The following AUC-vs-dose curves were generated by demo_03_tworecon_dosecurve_LCD.m using the large data set available at Zenodo and the LG channelized Hoteling model observer.

>> use_large_dataset = true
>> demo_03_tworecon_dosecurve_LCD

lcd_v_dose.png

Michigan Image Reconstruction Toolkit

The LCD Phantom Creation code uses functions from Michigan Image Reconstruction Toolkit (MIRT). It should be automatically downloaded and installed when 'demo_test_phantomcreation.m' is run. If the automatic download does not work (this can happen when the matlab/octave unzip() function does not successfully extract all the files), this can be done manually:

  1. download MIRT from https://github.com/JeffFessler/mirt;
  2. Unzip MIRT to a local directory;
  3. In Matlab, Run the file "setup.m" in the MIRT local directory to add all the MIRT subdirectories to the MATLAB workspace;

To test whether the setup is successful, run demo_test_phantomcreation.m.

Contribute

Issue Tracker | Source Code | Contributing Guide

Support

If you are having issues, please let us know.
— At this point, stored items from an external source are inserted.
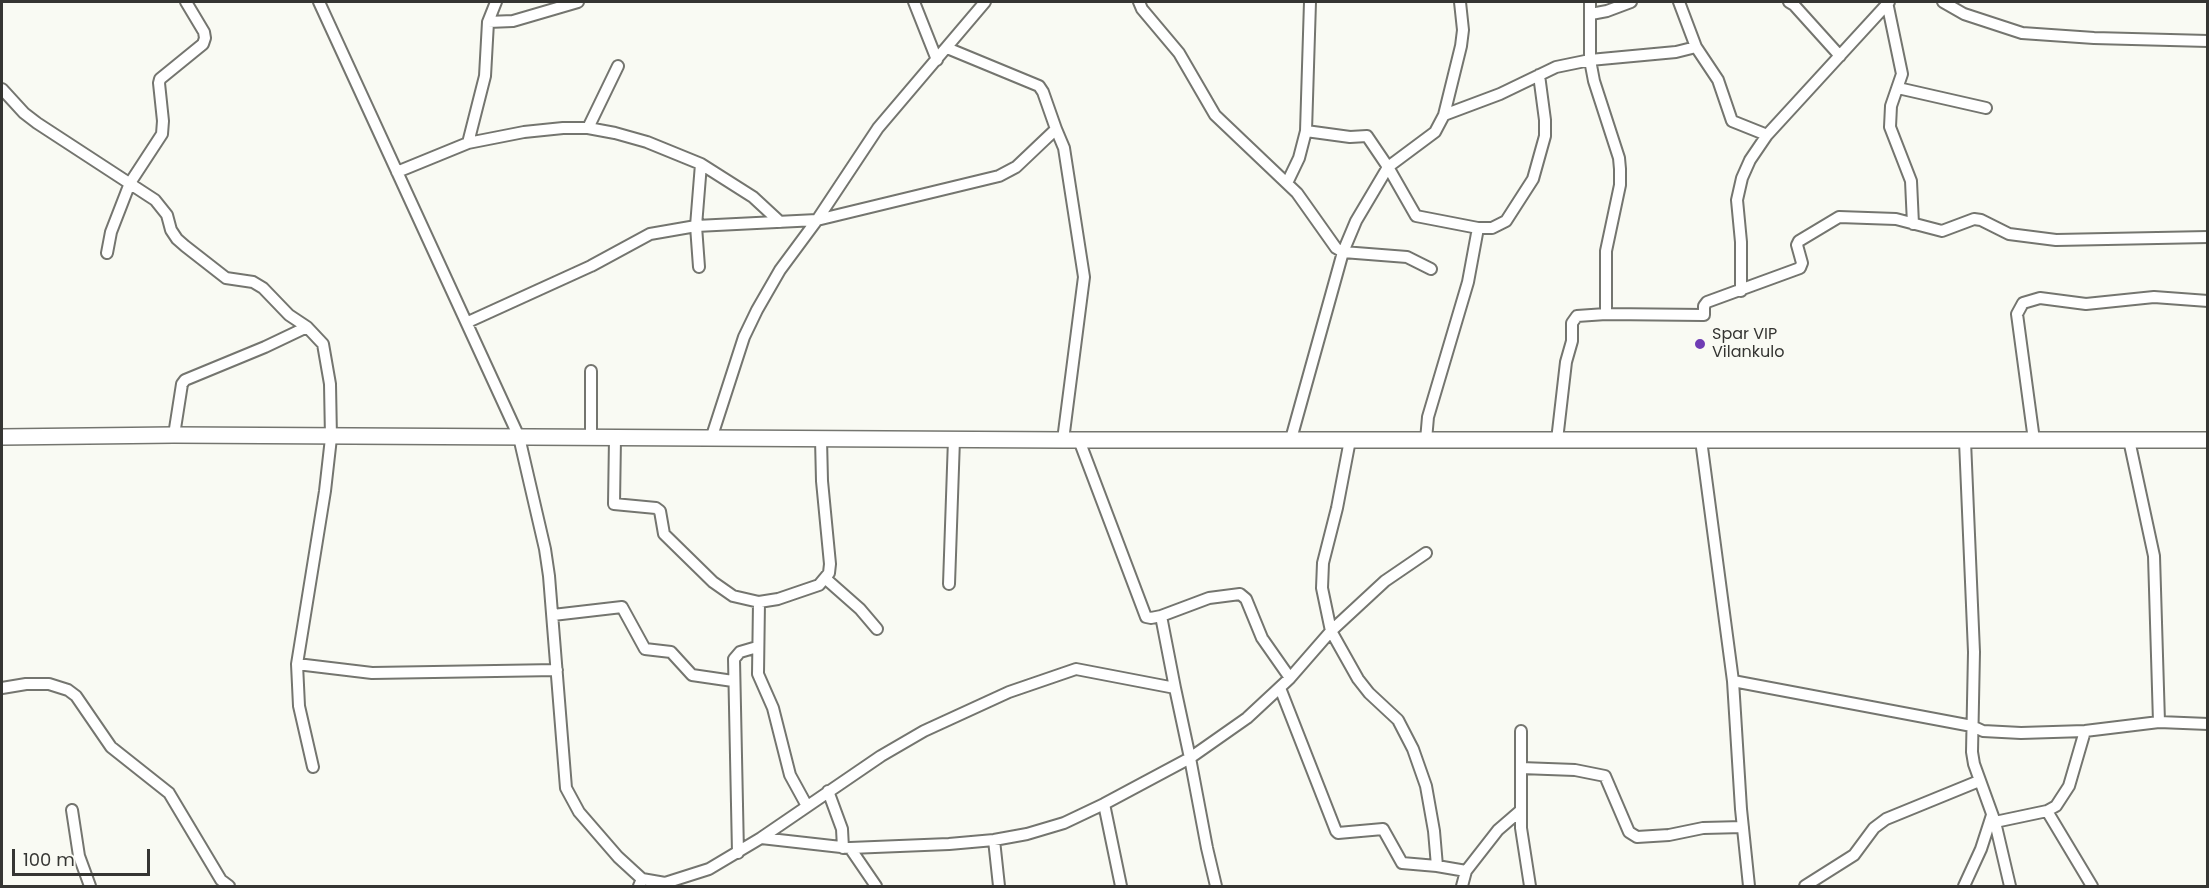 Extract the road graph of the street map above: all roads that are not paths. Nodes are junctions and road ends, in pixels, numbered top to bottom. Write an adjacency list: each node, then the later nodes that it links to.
1 (186, 2): 38 (street)
2 (319, 2): 37 (street)
3 (496, 2): 17 (street)
4 (578, 2): 17 (street)
5 (914, 2): 22 (street)
6 (985, 2): 20 (street)
7 (1139, 2): 39 (street)
8 (1310, 2): 32 (street)
9 (1460, 2): 29 (street)
10 (1590, 2): 16 (street)
11 (1630, 2): 16 (street)
12 (1679, 2): 19 (street)
13 (1789, 2): 21 (street)
14 (1888, 2): 21 (street); 26 (street)
15 (1943, 2): 18 (street)
16 (1591, 14): 23 (street)
17 (488, 22): 34 (street)
18 (2208, 41)
19 (1696, 47): 23 (street); 33 (street)
20 (947, 48): 22 (street); 31 (street)
21 (1840, 56): 33 (street)
22 (937, 60): 40 (street)
23 (1590, 60): 25 (street); 52 (street)
24 (618, 66): 30 (street)
25 (1539, 75): 29 (street); 44 (street)
26 (1898, 88): 28 (street); 42 (street)
27 (2, 89): 38 (street)
28 (1986, 108)
29 (1444, 115): 36 (street)
30 (588, 128): 34 (street); 35 (street)
31 (1056, 129): 40 (street); 66 (street)
32 (1306, 131): 36 (street); 39 (street)
33 (1767, 135): 50 (street)
34 (468, 143): 37 (street)
35 (701, 164): 41 (street); 43 (street)
36 (1388, 167): 44 (street); 46 (street)
37 (397, 172): 53 (street)
38 (130, 183): 47 (street); 54 (street)
39 (1287, 183): 46 (street)
40 (817, 220): 41 (street); 62 (street)
41 (780, 222): 43 (street)
42 (1912, 224): 45 (street); 50 (street)
43 (696, 226): 48 (street); 53 (street)
44 (1478, 228): 69 (street)
45 (2208, 237)
46 (1343, 252): 49 (street); 64 (street)
47 (107, 253)
48 (699, 267)
49 (1431, 269)
50 (1741, 291): 52 (street)
51 (2208, 301): 72 (street)
52 (1606, 314): 70 (street)
53 (468, 322): 58 (street)
54 (307, 327): 56 (street); 60 (street)
55 (591, 371): 59 (street)
56 (174, 435): 57 (main road); 60 (main road)
57 (2, 437)
58 (519, 437): 59 (main road); 60 (main road); 80 (street)
59 (591, 437): 61 (main road)
60 (331, 438): 85 (street)
61 (615, 438): 62 (main road); 79 (street)
62 (711, 438): 63 (main road)
63 (821, 438): 65 (main road); 77 (street)
64 (1291, 439): 67 (main road); 68 (main road)
65 (954, 440): 66 (main road); 78 (street)
66 (1063, 440): 67 (main road)
67 (1079, 440): 81 (street)
68 (1350, 440): 69 (main road); 83 (street)
69 (1426, 440): 70 (main road)
70 (1557, 440): 71 (main road)
71 (1701, 440): 75 (main road); 89 (street)
72 (2034, 440): 73 (main road); 75 (main road)
73 (2129, 440): 74 (main road); 93 (street)
74 (2208, 440)
75 (1965, 441): 95 (street)
76 (1426, 553): 83 (street)
77 (826, 579): 79 (street); 82 (street)
78 (949, 584)
79 (759, 602): 84 (street)
80 (553, 615): 86 (street); 88 (street)
81 (1161, 616): 87 (street); 91 (street)
82 (877, 629)
83 (1331, 631): 87 (street); 114 (street)
84 (758, 647): 88 (street); 104 (street)
85 (297, 664): 86 (street); 99 (street)
86 (557, 670): 116 (street)
87 (1290, 678): 92 (street)
88 (733, 681): 113 (street)
89 (1733, 681): 95 (street); 109 (street)
90 (2, 688): 118 (street)
91 (1175, 688): 98 (street); 102 (street)
92 (1280, 688): 98 (street); 114 (street)
93 (2159, 722): 94 (street); 97 (street)
94 (2208, 724)
95 (1972, 726): 97 (street); 101 (street)
96 (1521, 731): 100 (street)
97 (2085, 731): 107 (street)
98 (1190, 758): 103 (street); 122 (street)
99 (313, 767)
100 (1521, 768): 106 (street); 109 (street)
101 (1979, 781): 108 (street); 126 (street)
102 (828, 792): 104 (street); 112 (street)
103 (1104, 804): 111 (street); 121 (street)
104 (807, 806): 110 (street)
105 (72, 810): 117 (street)
106 (1520, 811): 115 (street); 124 (street)
107 (2047, 811): 108 (street); 129 (street)
108 (1993, 818): 127 (street); 128 (street)
109 (1743, 827): 125 (street)
110 (761, 838): 112 (street); 113 (street)
111 (994, 840): 112 (street); 120 (street)
112 (846, 848): 119 (street)
113 (738, 854): 116 (street)
114 (1437, 866): 115 (street)
115 (1466, 871): 123 (street)
116 (641, 883)
117 (90, 886)
118 (229, 886)
119 (876, 886)
120 (999, 886)
121 (1120, 886)
122 (1216, 886)
123 (1462, 886)
124 (1530, 886)
125 (1749, 886)
126 (1805, 886)
127 (1965, 886)
128 (2010, 886)
129 (2092, 886)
Toolbox developers: Brandon Nelson ([email protected]), PhD, Rongping Zeng, PhD ([email protected])

Disclaimer

This software and documentation (the "Software") were developed at the Food and Drug Administration (FDA) by employees of the Federal Government in the course of their official duties. Pursuant to Title 17, Section 105 of the United States Code, this work is not subject to copyright protection and is in the public domain. Permission is hereby granted, free of charge, to any person obtaining a copy of the Software, to deal in the Software without restriction, including without limitation the rights to use, copy, modify, merge, publish, distribute, sublicense, or sell copies of the Software or derivatives, and to permit persons to whom the Software is furnished to do so. FDA assumes no responsibility whatsoever for use by other parties of the Software, its source code, documentation or compiled executables, and makes no guarantees, expressed or implied, about its quality, reliability, or any other characteristic. Further, use of this code in no way implies endorsement by the FDA or confers any advantage in regulatory decisions. Although this software can be redistributed and/or modified freely, we ask that any derivative works bear some notice that they are derived from it, and any modified versions bear some notice that they have been modified.

License

The project is licensed under `Creative Commons Zero v1.0 Universal LICENSE`_.